In theory I agree a lot with you, that signed sizes is wrong. In practice, given that: - D uses the silly signed/unsigned promotion rules of C - D has no integral overflows yet - D even lacks warning about mixing signed and unsigned variables in expressions, that even C GCC has The result of those three facts makes the usage of integers in D safer. In the end I use signed lengths and indexes everywhere it's safe and sane to do (but not everywhere). So I have asked the opposite of what I and you like: http://d.puremagic.com/issues/show_bug.cgi?id=3843
 At the same time, I can easily see how that would get out of hand and
 sabotage readability.
This is a real risk, so you need to design the syntax carefully.

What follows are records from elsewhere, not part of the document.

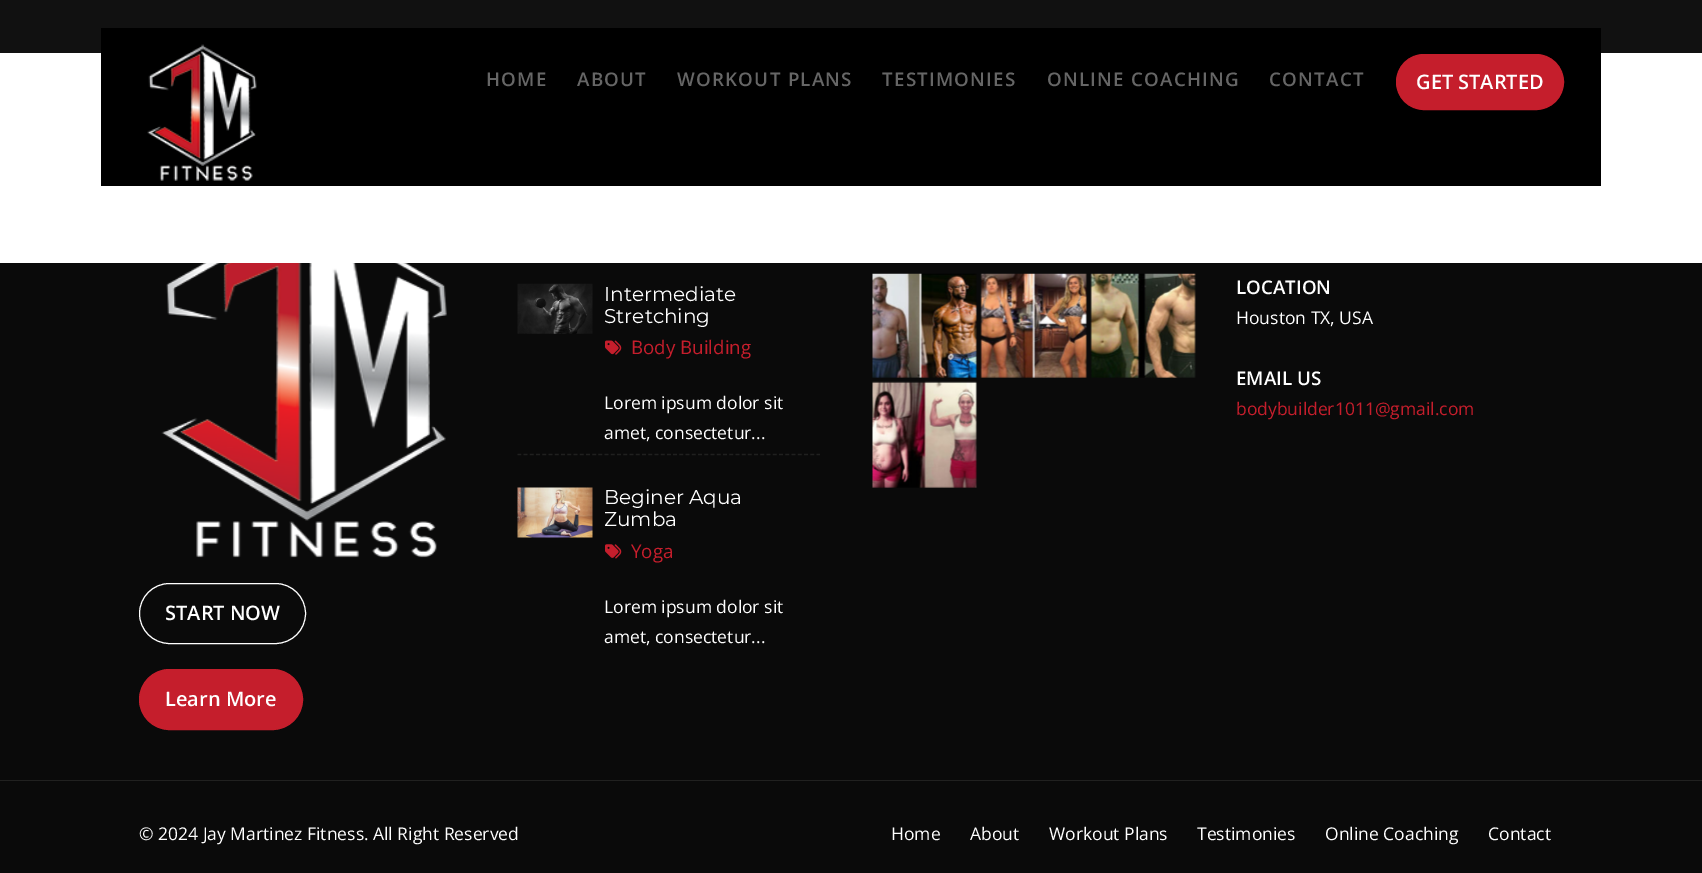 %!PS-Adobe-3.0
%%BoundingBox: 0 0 1702 873
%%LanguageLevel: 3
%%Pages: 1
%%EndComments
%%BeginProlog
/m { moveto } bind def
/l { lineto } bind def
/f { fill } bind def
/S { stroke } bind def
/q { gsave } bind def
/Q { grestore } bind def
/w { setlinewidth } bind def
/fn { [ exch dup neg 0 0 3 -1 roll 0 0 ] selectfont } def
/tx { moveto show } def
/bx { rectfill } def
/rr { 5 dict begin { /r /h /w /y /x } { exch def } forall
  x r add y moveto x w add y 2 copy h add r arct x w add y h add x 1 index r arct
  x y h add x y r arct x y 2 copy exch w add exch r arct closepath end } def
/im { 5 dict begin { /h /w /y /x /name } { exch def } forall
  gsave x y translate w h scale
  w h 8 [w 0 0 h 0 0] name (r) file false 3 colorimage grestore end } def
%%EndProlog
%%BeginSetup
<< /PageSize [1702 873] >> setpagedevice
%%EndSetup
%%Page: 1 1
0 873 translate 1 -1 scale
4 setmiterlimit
0.039 setgray
0 0 1702 873 bx
1 setgray
0 53 1702 210 bx
0.067 setgray
0 0 1702 53 bx
0 setgray
101 28 1500 158 bx
(image0.raw) 147 44 110 137 im
/OpenSans-SemiBold 18.75 fn
0.4 setgray
486 86 m 1.25 0 (HOME) ashow
577 86 m 1.25 0 (ABOUT) ashow
677 86 m 1.25 0 (WORKOUT PLANS) ashow
882 86 m 1.25 0 (TESTIMONIES) ashow
1047 86 m 1.25 0 (ONLINE COACHING) ashow
1269 86 m 1.25 0 (CONTACT) ashow
0.773 0.118 0.173 setrgbcolor
1396.5 54.5 167 55 27.5 rr q f Q
S
/OpenSans-SemiBold 20 fn
1 setgray
(GET STARTED) 1416 89 tx
(image1.raw) 161 263 286 295 im
139.5 583.5 166 60 30 rr S
(START NOW) 165 620 tx
0.773 0.118 0.173 setrgbcolor
139.5 669.5 163 60 30 rr q f Q
S
1 setgray
(Learn More) 165 706 tx
0.125 0.125 0.122 setrgbcolor
1.2 w
[3.75 2.48] 0 setdash
517.5 454.5 m 820 454.5 l S
(image2.raw) 517 283 76 51 im
/Montserrat-Regular 20 fn
1 setgray
(Intermediate) 604 301 tx
(Stretching) 604 323 tx
(image3.raw) 605 340 17 15 im
/OpenSans-Regular 18.75 fn
0.773 0.118 0.173 setrgbcolor
(Body Building) 631 354 tx
/OpenSans-Regular 17.5 fn
1 setgray
(Lorem ipsum dolor sit) 604 409 tx
(amet, consectetur...) 604 439 tx
(image4.raw) 517 487 76 51 im
/Montserrat-Regular 20 fn
(Beginer Aqua) 604 504 tx
(Zumba) 604 526 tx
(image5.raw) 605 544 17 15 im
/OpenSans-Regular 18.75 fn
0.773 0.118 0.173 setrgbcolor
(Yoga) 631 558 tx
/OpenSans-Regular 17.5 fn
1 setgray
(Lorem ipsum dolor sit) 604 613 tx
(amet, consectetur...) 604 643 tx
(image6.raw) 872 273 105 105 im
(image7.raw) 980 273 107 105 im
(image8.raw) 1090 273 106 105 im
(image9.raw) 872 381 105 107 im
/OpenSans-SemiBold 18.75 fn
(LOCATION) 1236 294 tx
/OpenSans-Regular 17.5 fn
(Houston TX, USA) 1236 324 tx
/OpenSans-SemiBold 18.75 fn
(EMAIL US) 1236 385 tx
/OpenSans-Regular 17.5 fn
0.773 0.118 0.173 setrgbcolor
(bodybuilder1011@gmail.com) 1236 415 tx
0.129 0.129 0.125 setrgbcolor
0 780 1702 1 bx
1 setgray
(© 2024 Jay Martinez Fitness. All Right Reserved) 139 840 tx
(Home) 891 840 tx
(About) 970 840 tx
(Workout Plans) 1049 840 tx
(Testimonies) 1197 840 tx
(Online Coaching) 1325 840 tx
(Contact) 1488 840 tx
showpage
%%EOF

 Java. Why all the reference types are nullable by default? Most of the
 time when an object is assigned a null value it is wrong and should
 immediately generate an exception. I 5% of the cases when I want nulls,
 I can ask for the explicitly.
This is a topic that was discussed hotly during the last stages of the finalization of D2 (I haven't understood why that idea was in the end refused). Anyway, even if now and forever in D pointers/references on default are nullable, an annotation + some semantics may be added still to tag the pointers/references you don't want nullable. I have started an enhancement request here some time ago: http://d.puremagic.com/issues/show_bug.cgi?id=4571 Thank you for your comments, bye, bearophile
Oct 23 2010